Michigan, as an industrial state, is particularly vulnerable to federal interference in the energy market.  Automakers, for example, would have taken a huge hit had U.S. Sens. John Kerry, D-Mass., and John McCain, R-Ariz., succeeded last month in dramatically tightening fuel economy standards.  Although reason prevailed, a good many elements of the Energy Policy Act proposed by Senate Majority Leader Tom Daschle, D-S.D.—including 61 new federal programs costing tens of billions of dollars—would have jeopardized state jobs and the economy.  And while less grandiose, the White House's proposals are likewise ill conceived and potentially costly.

Emboldened by the terrorist attacks of Sept. 11, lawmakers and the Bush administration have resurrected the scare tactics of the 1970s.  It's as if Washington learned nothing from the policy debacles of the Carter era—the huge subsidies for windmills and solar panels, the federal requirements for bacteria-breeding, air-tight buildings, all of which utterly failed to reduce consumption of foreign oil. 

The fact is that oil imports per se pose no threat to national security.  There is more oil to be had today from a wider variety of sources than ever before.  According to economist Donald Losman of the National Defense University, the United States now is actually far less dependent on Middle East oil supplies than three decades ago.  Venezuela and Saudi Arabia alternate as our No. 1 and No. 2 suppliers, while Mexico and Canada rank third and fourth, respectively.

Moreover, world oil reserves have increased dramatically thanks to technological advances in locating and extracting fuels at lower cost. 

Robert L. Bradley Jr., president of the Institute for Energy Research, has calculated that known world oil reserves are more than 15-times greater than when record keeping began in 1948.  Gas reserves are almost four-times greater than in the 1970s, and coal reserves have risen 75 percent in the past two decades.

If the United States limits oil imports it will become more dependent on its remaining sources, thereby increasing its vulnerability to supply disruptions.  Artificial conservation measures, meanwhile, actually invite increased consumption, as demonstrated by the doubling of vehicle miles traveled since the federal fuel efficiency regime began in 1975.

An oil embargo of any significance is highly unlikely.  As Bradley points out, "Although neither Saddam Hussein nor Iran's rulers find favor with the United States, they are desperate to sell their oil."  In 1973, for example, OPEC shipped oil to Europe well knowing that it was being resold to the United States.

America is far more vulnerable to artificial restrictions on energy use that reduce industrial output and, therefore, undermine economic stability.  Existing regulations already are creating conditions similar to an embargo by inflating energy prices.  This drain on capital inhibits investment in new, more efficient energy infrastructure.

Throughout history, a free market unconstrained by government interference has proven the most effective means of balancing resource supply and demand.  When prices can transmit real-time information about supply, energy consumption adjusts naturally.  Alternative energy sources will evolve when oil prices exceed research and development costs.
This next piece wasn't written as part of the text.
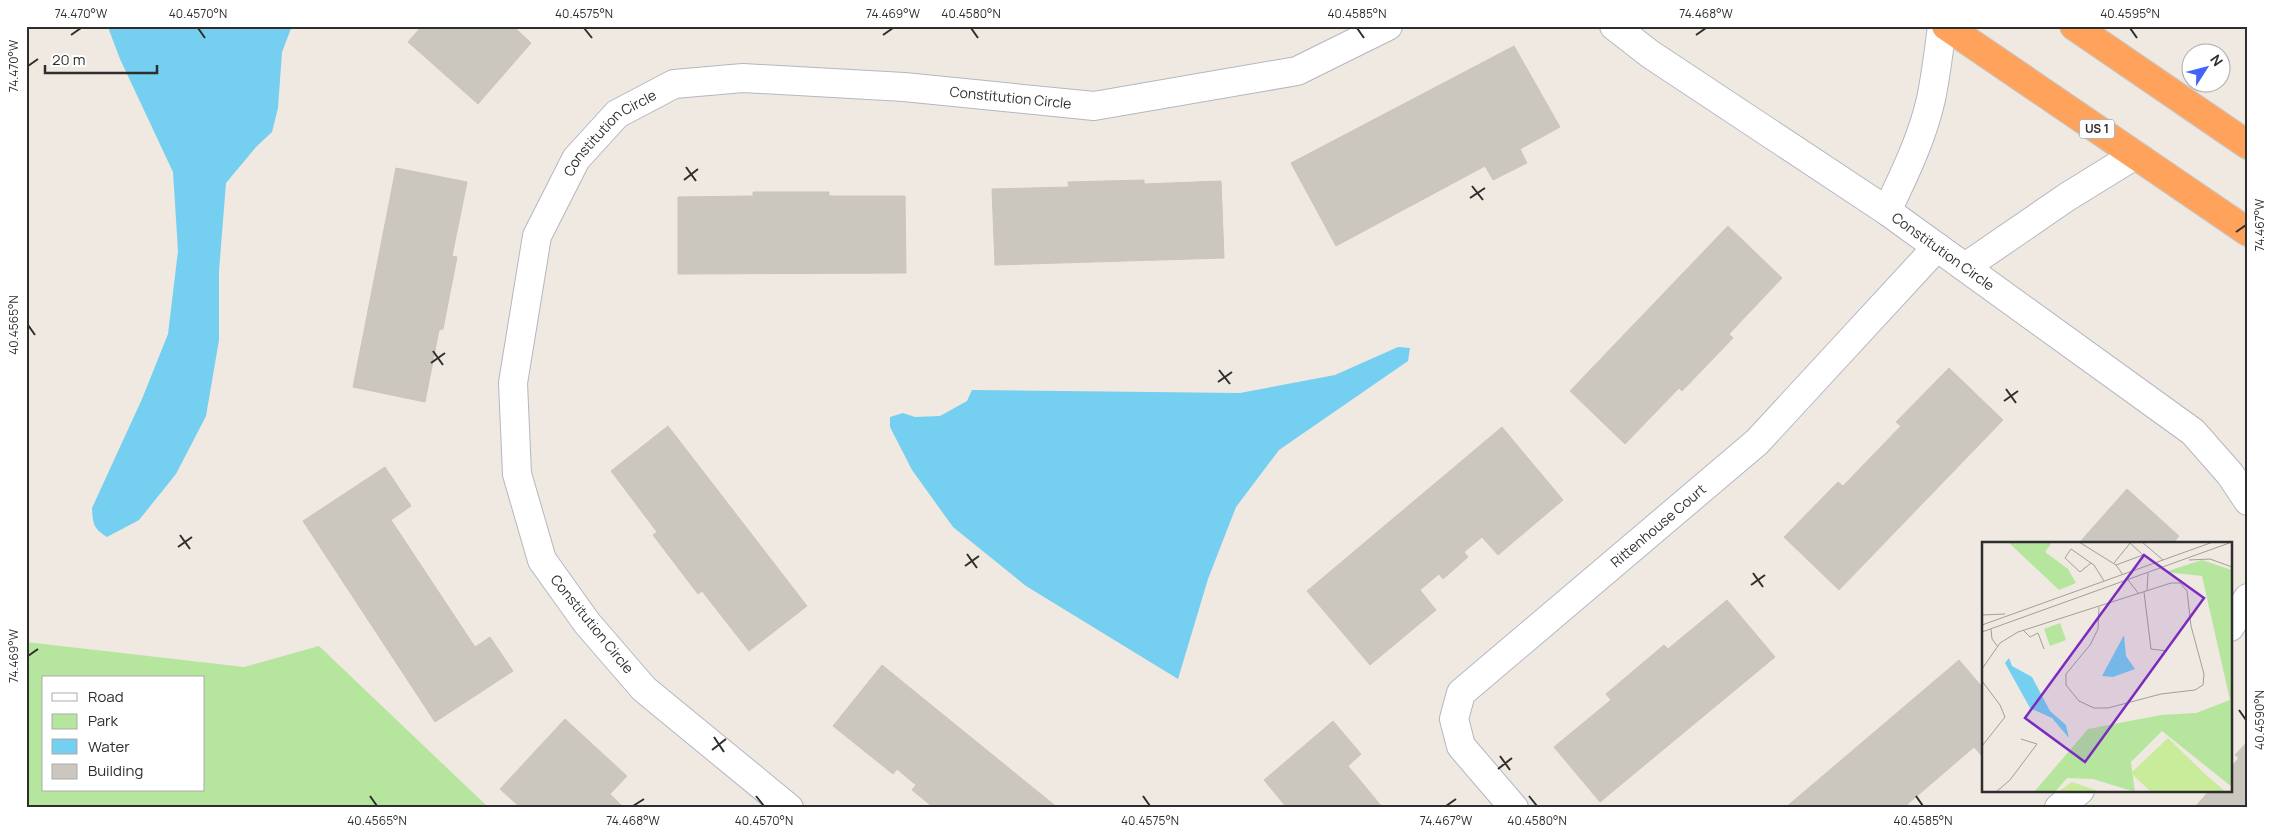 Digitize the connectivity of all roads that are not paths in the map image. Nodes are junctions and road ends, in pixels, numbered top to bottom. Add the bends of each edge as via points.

As it is, however, oil prices remain at historic lows.  Thus, to force the nation to convert from fossil fuels to so-called renewable sources would impose economic and social costs far graver than any national security threat posed by the importation of oil.

The pending energy proposals are irrational and internally inconsistent.  The Daschle measure, for example, advocates energy independence, yet precludes tapping new domestic reserves such as the Arctic National Wildlife Refuge.   Limits on fossil-fuel consumption, meanwhile, are prescribed to prevent global warming.  But either the prospect of oil shortages constitutes a danger to our national security, or an abundance of oil does.  Which is it?

It's understandable that Congress and the president feel compelled to "do something" about national security in the wake of Sept. 11.  But limiting the nation's energy options would do more harm than good. Far more national security can be had by freeing the energy market from artificial government interference.

#####

(Diane Katz is director of science, environment and technology policy at the Mackinac Center for Public Policy.  Permission to reprint in whole or in part is hereby granted, provided the author and his affiliation are cited.)

Summary

A spate of proposals for reducing America's "dependence" on foreign oil have followed in the wake of Sept. 11. These proposals are misguided and would do more to undermine American strength, which lies in its economic power and stability, than dependence on foreign oil ever has, or will.